→ **WHAT THIS TASK INVOLVES**: Which lines mention "Balapur"? Show each one from the listing.
========
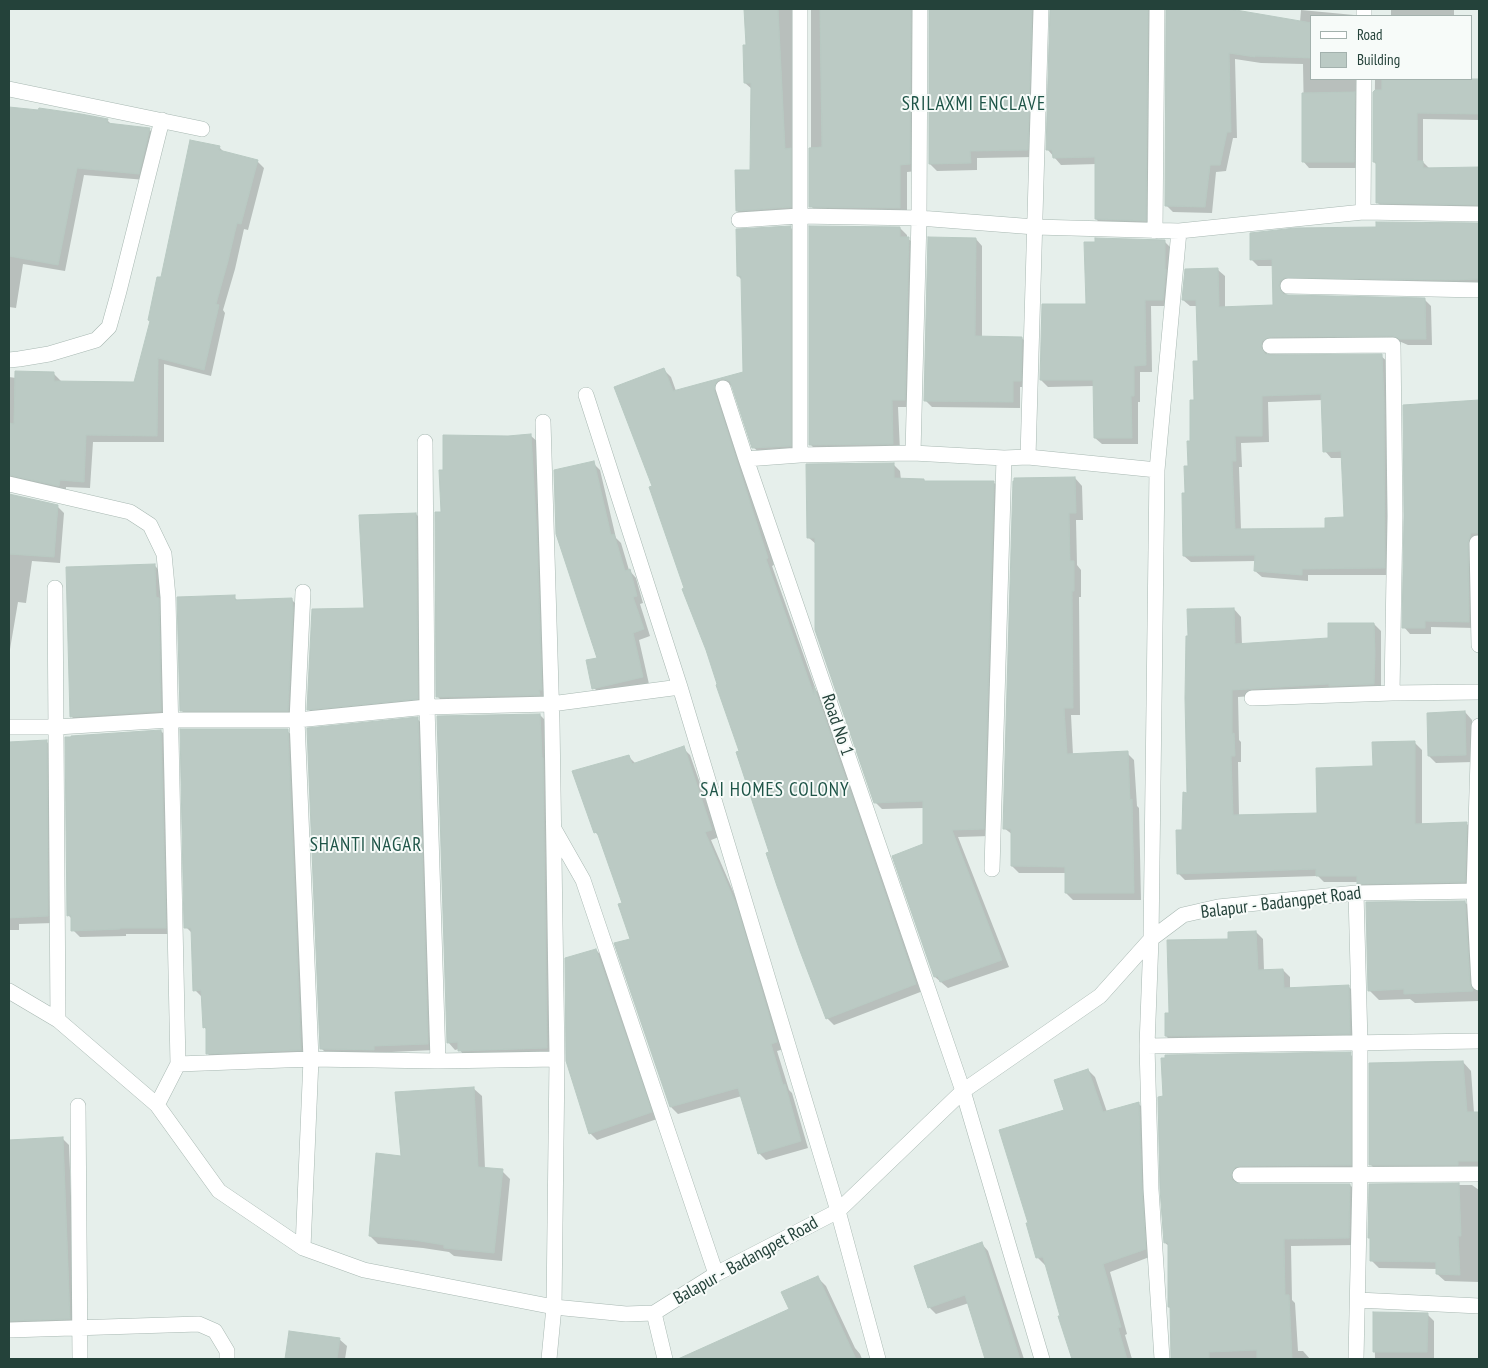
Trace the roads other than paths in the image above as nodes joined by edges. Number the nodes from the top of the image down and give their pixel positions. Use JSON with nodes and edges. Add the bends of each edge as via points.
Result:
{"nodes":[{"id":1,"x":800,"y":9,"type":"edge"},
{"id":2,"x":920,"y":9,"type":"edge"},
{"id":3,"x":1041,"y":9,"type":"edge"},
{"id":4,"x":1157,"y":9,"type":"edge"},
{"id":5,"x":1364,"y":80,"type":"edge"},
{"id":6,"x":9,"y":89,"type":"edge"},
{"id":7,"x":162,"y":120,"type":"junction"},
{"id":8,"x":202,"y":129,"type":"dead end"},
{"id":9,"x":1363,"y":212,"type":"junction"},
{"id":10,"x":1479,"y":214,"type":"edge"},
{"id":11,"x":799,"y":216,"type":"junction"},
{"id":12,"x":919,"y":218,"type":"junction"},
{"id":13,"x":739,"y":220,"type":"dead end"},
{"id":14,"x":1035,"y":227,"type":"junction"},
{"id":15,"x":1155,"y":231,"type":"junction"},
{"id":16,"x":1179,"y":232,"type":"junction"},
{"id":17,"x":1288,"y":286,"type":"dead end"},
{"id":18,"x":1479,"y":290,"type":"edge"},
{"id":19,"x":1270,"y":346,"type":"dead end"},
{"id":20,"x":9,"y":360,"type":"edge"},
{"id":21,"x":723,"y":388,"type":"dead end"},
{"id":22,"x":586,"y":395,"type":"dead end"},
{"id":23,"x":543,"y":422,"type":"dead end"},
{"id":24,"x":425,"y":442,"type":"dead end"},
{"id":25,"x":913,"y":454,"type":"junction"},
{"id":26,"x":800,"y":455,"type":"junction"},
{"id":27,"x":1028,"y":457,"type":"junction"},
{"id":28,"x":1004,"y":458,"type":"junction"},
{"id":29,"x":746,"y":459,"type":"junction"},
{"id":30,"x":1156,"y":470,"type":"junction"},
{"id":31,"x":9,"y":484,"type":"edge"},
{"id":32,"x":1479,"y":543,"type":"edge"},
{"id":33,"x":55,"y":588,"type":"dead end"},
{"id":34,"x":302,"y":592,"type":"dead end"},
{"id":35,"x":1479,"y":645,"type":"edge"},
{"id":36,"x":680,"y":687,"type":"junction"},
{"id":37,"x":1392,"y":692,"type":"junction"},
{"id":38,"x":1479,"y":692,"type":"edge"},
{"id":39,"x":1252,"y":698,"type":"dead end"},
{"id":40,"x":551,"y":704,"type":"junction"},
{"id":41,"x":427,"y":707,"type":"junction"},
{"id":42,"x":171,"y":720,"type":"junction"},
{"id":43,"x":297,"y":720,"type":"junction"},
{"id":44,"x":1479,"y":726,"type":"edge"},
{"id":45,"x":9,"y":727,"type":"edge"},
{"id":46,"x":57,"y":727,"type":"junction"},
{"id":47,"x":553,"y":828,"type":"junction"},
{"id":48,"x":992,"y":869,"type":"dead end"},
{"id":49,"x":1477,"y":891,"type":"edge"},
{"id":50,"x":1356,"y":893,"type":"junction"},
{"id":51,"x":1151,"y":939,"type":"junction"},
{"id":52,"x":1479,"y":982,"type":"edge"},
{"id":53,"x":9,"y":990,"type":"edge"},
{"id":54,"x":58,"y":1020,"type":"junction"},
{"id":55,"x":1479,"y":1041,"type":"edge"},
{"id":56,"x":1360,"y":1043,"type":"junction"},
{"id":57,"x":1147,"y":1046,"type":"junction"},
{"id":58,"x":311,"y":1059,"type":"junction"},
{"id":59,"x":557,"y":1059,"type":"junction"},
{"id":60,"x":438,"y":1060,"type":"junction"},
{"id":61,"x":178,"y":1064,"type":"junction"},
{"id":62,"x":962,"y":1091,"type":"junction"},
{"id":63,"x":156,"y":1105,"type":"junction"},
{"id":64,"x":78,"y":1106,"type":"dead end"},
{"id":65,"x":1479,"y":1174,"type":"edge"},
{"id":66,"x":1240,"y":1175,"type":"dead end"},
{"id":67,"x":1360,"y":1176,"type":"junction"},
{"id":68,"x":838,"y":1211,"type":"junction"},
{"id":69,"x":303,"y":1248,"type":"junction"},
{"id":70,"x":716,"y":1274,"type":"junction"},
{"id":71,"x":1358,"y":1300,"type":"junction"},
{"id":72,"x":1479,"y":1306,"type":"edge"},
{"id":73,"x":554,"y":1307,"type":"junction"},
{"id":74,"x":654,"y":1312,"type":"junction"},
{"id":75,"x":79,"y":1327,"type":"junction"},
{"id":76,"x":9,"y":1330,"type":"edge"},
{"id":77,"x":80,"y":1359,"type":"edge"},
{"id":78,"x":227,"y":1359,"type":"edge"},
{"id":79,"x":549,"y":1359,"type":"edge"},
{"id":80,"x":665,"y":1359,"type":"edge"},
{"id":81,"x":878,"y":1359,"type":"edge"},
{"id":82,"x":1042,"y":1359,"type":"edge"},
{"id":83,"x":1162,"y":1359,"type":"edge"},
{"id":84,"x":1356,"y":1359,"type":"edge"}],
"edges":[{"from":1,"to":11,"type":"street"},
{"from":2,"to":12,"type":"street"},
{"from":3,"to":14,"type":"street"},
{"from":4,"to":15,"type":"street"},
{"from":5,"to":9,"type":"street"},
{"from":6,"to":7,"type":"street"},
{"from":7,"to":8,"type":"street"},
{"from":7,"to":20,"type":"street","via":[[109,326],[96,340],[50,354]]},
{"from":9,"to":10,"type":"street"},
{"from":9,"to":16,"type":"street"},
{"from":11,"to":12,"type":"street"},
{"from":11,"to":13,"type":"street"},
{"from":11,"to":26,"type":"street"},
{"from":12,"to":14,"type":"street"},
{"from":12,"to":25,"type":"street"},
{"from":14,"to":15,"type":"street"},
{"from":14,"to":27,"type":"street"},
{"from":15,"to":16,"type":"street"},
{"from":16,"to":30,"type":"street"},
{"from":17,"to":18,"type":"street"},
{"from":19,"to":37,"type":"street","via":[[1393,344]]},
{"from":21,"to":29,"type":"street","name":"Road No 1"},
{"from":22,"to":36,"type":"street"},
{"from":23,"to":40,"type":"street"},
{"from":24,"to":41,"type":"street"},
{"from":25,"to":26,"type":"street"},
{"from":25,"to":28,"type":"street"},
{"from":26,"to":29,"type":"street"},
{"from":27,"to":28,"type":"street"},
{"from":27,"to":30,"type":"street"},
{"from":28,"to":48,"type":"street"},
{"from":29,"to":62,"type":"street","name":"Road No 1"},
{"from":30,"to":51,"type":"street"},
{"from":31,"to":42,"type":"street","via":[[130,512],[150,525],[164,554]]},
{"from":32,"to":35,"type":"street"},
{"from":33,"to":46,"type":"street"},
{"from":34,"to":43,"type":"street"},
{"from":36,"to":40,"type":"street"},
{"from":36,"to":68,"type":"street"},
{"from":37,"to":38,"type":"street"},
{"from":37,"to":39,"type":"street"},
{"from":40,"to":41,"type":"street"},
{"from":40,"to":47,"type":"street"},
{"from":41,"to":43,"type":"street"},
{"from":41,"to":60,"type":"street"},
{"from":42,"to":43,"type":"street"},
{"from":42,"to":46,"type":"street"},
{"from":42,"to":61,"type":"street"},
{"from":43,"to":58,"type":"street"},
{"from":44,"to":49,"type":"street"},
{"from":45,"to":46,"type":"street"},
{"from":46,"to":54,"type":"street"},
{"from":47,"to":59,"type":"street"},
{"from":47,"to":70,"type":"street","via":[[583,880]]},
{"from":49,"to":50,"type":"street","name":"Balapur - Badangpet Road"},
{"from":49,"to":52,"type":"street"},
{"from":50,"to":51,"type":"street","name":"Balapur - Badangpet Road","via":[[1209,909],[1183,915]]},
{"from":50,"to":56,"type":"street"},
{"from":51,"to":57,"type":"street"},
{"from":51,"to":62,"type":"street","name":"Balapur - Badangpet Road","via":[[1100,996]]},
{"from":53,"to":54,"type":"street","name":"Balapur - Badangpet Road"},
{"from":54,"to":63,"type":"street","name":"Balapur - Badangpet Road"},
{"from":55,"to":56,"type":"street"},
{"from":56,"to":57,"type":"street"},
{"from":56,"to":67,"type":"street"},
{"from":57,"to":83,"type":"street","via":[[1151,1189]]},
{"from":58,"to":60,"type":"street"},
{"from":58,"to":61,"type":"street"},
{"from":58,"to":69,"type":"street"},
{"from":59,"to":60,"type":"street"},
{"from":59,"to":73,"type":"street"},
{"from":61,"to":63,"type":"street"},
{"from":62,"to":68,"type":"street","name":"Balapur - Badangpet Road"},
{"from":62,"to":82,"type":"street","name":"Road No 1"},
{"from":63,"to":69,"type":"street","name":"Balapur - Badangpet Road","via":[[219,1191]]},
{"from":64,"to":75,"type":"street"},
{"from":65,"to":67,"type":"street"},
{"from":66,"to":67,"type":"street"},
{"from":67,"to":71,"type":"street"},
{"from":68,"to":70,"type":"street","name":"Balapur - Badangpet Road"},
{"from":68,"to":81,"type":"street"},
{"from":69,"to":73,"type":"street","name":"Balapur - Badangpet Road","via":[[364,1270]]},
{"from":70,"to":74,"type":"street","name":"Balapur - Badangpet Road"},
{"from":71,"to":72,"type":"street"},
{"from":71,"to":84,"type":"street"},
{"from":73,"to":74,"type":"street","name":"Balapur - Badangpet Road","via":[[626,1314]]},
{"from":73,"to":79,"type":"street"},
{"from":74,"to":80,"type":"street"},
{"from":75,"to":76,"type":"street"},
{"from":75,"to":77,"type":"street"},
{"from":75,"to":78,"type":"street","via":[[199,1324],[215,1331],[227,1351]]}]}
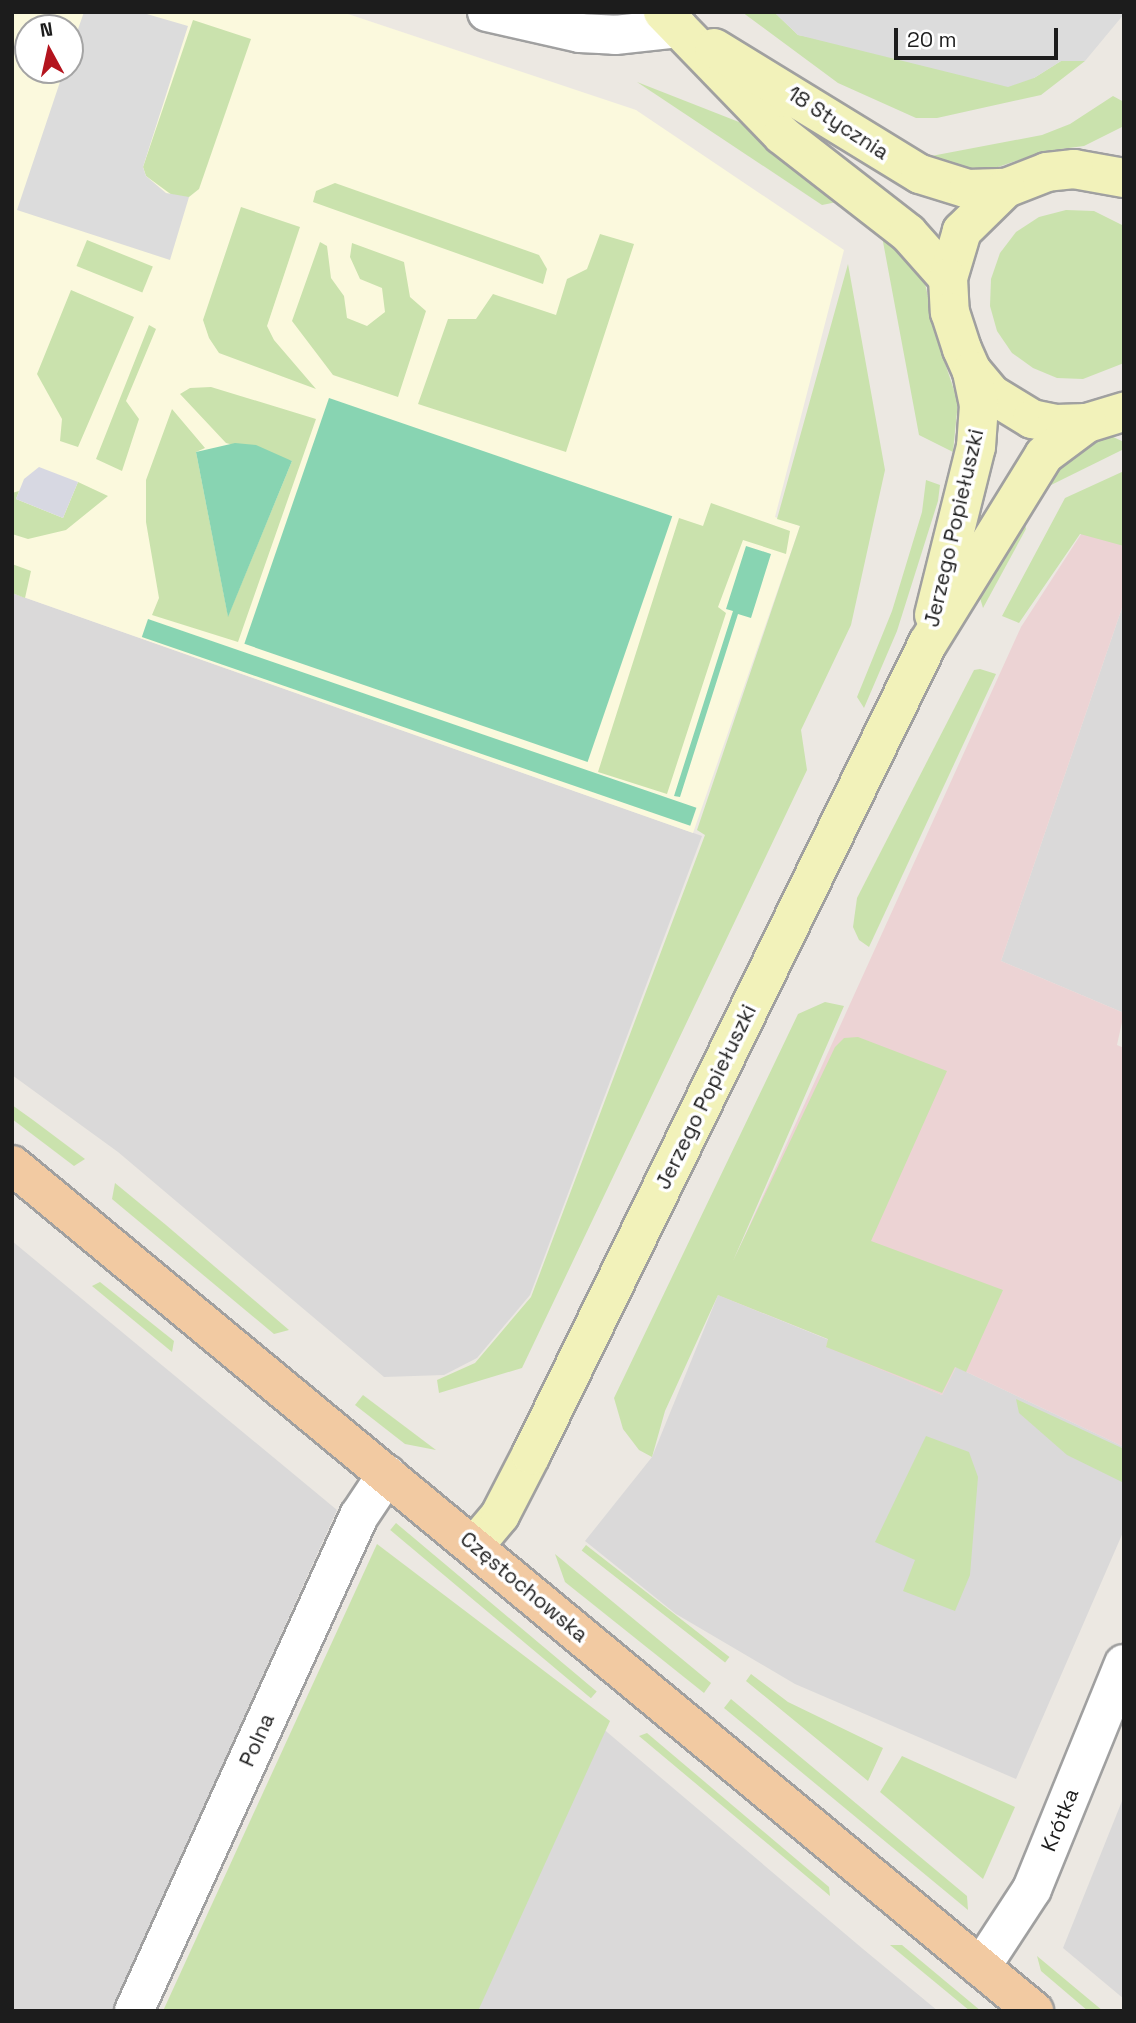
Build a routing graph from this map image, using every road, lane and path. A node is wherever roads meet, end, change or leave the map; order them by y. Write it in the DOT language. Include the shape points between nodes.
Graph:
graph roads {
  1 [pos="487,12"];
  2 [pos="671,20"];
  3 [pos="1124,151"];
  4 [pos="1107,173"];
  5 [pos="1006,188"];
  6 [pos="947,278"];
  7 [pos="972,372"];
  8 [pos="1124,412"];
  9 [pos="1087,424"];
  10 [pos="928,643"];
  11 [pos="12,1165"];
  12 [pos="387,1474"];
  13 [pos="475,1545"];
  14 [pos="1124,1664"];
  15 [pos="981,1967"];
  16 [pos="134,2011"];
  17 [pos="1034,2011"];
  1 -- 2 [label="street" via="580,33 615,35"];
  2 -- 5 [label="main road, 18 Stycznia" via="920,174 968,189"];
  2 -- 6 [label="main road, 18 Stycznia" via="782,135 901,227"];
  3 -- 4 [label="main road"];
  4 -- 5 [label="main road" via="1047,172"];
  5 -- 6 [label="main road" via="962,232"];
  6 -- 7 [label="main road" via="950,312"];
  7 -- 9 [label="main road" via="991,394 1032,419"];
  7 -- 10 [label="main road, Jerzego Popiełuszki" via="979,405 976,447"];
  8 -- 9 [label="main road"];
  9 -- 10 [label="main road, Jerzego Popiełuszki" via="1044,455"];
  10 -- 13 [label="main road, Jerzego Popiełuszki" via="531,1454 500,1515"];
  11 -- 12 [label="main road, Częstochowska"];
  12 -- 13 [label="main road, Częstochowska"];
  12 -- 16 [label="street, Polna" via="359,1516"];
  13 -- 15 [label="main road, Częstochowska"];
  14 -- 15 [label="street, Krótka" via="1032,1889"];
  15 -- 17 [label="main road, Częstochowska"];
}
========
→ **YOUR RESPONSE**:
{"from":49,"to":50,"type":"street","name":"Balapur - Badangpet Road"},
{"from":50,"to":51,"type":"street","name":"Balapur - Badangpet Road","via":[[1209,909],[1183,915]]},
{"from":51,"to":62,"type":"street","name":"Balapur - Badangpet Road","via":[[1100,996]]},
{"from":53,"to":54,"type":"street","name":"Balapur - Badangpet Road"},
{"from":54,"to":63,"type":"street","name":"Balapur - Badangpet Road"},
{"from":62,"to":68,"type":"street","name":"Balapur - Badangpet Road"},
{"from":63,"to":69,"type":"street","name":"Balapur - Badangpet Road","via":[[219,1191]]},
{"from":68,"to":70,"type":"street","name":"Balapur - Badangpet Road"},
{"from":69,"to":73,"type":"street","name":"Balapur - Badangpet Road","via":[[364,1270]]},
{"from":70,"to":74,"type":"street","name":"Balapur - Badangpet Road"},
{"from":73,"to":74,"type":"street","name":"Balapur - Badangpet Road","via":[[626,1314]]},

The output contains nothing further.